▸ What you need to do: The answer should be each line from the entries below that has the word "衡王府西街" in it.

++++++++++++++++++++

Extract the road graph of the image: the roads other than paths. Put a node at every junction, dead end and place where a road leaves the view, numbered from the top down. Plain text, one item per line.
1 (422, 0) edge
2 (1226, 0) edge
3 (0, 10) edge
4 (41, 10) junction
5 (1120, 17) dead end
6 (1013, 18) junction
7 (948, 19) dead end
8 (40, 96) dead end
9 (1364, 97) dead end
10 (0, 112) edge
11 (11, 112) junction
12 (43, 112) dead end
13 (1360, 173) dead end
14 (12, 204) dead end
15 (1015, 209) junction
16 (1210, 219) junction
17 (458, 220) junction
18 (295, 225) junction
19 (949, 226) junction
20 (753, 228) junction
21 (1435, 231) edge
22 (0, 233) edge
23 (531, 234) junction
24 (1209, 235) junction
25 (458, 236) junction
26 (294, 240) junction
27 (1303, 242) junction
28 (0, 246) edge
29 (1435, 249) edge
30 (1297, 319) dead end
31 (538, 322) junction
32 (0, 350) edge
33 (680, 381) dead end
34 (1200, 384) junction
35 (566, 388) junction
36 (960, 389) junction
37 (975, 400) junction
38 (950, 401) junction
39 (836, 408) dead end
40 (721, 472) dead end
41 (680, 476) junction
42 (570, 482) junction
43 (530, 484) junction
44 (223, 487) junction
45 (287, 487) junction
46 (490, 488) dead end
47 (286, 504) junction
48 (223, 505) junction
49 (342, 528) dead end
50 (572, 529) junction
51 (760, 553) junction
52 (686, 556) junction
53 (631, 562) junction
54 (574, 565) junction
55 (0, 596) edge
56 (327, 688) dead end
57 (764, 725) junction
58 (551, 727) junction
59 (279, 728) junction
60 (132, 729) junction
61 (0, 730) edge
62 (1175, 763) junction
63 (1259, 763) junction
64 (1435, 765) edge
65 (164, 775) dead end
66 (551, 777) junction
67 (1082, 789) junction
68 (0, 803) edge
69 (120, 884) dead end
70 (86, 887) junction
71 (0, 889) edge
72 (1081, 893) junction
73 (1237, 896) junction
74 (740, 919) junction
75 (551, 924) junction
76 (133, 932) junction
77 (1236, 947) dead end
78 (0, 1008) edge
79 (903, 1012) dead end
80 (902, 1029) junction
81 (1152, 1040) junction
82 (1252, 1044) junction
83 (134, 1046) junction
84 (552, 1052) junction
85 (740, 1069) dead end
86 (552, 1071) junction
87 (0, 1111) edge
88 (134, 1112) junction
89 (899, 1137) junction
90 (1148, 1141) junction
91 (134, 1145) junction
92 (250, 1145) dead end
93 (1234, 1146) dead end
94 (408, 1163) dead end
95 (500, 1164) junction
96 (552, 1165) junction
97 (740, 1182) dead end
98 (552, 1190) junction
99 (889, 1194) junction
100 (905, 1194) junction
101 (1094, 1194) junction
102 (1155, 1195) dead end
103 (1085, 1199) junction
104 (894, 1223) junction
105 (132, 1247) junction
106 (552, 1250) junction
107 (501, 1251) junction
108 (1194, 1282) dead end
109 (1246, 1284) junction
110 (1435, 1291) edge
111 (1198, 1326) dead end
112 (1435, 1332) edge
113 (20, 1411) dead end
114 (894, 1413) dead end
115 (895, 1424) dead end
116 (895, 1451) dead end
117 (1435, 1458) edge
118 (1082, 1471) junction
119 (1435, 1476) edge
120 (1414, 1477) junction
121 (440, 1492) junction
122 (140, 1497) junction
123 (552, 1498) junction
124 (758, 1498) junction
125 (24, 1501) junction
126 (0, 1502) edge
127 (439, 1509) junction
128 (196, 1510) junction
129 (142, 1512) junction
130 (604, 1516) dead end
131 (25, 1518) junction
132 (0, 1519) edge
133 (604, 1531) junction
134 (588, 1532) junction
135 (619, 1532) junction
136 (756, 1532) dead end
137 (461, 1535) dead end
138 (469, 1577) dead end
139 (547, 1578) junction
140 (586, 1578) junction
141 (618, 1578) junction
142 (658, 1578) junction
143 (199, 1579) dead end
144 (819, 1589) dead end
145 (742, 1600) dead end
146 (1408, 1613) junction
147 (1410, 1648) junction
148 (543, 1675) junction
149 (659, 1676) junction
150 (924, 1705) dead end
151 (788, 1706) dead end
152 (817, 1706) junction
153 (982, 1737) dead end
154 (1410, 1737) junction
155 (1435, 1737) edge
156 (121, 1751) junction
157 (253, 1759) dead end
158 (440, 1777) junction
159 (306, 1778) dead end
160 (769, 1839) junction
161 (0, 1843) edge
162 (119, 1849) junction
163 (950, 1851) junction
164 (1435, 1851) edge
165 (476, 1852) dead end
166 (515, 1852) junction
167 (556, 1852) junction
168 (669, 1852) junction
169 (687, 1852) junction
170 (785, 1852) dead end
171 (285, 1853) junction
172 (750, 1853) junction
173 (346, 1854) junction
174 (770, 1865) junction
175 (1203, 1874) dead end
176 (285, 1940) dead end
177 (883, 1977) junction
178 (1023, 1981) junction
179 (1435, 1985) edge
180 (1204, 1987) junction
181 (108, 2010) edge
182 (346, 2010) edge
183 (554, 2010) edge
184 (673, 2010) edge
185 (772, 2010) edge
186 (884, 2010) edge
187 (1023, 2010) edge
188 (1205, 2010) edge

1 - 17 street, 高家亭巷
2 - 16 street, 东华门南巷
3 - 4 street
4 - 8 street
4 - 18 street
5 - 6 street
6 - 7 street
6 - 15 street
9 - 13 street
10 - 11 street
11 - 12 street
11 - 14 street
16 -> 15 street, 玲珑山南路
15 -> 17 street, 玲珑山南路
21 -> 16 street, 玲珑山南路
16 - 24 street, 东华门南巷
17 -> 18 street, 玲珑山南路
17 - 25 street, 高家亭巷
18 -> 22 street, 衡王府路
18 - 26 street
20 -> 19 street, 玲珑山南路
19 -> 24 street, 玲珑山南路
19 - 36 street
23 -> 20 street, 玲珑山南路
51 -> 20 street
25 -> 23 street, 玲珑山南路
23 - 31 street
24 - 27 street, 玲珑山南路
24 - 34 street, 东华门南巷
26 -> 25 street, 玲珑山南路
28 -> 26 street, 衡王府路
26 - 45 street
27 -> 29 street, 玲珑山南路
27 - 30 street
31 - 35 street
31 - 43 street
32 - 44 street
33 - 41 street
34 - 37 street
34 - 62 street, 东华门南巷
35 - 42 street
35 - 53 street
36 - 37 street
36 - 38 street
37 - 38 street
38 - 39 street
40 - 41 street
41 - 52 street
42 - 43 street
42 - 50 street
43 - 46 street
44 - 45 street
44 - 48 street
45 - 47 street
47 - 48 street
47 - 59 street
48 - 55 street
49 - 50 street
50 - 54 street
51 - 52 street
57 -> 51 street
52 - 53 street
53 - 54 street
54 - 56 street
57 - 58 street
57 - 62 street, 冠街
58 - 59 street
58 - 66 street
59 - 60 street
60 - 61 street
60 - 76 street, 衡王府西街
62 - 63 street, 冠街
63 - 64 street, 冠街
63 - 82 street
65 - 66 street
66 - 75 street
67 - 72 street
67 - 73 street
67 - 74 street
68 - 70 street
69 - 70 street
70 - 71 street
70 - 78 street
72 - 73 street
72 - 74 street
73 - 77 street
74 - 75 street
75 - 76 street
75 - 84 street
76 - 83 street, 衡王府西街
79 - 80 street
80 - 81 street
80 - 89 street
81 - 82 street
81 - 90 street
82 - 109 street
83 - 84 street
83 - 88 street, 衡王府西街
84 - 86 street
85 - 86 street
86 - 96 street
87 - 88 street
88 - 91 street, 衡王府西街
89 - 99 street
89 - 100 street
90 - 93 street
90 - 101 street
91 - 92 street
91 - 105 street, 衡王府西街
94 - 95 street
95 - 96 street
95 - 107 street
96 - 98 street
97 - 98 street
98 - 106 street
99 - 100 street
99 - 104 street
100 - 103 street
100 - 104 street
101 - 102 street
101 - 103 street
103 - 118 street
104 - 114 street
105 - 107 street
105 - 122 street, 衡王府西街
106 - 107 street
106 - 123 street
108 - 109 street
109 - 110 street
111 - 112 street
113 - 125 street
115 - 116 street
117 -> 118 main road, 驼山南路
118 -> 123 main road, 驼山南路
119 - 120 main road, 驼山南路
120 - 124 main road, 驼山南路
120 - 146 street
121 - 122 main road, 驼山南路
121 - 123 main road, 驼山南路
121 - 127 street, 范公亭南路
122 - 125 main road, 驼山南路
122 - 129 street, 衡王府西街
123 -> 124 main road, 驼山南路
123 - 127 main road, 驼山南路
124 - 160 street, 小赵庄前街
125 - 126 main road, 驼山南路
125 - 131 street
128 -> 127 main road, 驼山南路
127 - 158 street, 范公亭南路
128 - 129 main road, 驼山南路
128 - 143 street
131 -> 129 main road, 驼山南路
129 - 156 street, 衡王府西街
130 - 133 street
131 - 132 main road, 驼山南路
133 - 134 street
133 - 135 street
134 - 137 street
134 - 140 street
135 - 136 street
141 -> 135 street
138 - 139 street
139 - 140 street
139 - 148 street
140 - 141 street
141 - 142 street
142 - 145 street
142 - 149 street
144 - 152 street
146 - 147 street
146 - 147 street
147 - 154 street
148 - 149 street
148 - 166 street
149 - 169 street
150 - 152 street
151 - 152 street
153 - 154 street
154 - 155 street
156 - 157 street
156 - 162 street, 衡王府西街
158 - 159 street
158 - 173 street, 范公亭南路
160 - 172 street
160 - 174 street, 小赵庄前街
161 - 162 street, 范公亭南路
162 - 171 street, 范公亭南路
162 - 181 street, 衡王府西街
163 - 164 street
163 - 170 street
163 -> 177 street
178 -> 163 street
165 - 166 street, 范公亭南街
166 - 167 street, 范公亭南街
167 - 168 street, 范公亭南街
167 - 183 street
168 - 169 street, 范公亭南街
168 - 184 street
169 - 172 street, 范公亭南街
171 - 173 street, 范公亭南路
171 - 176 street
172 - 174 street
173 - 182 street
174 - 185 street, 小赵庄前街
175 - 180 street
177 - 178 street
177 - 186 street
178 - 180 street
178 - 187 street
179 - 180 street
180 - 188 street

++++++++++++++++++++

▸ Solution below:
60 - 76 street, 衡王府西街
76 - 83 street, 衡王府西街
83 - 88 street, 衡王府西街
88 - 91 street, 衡王府西街
91 - 105 street, 衡王府西街
105 - 122 street, 衡王府西街
122 - 129 street, 衡王府西街
129 - 156 street, 衡王府西街
156 - 162 street, 衡王府西街
162 - 181 street, 衡王府西街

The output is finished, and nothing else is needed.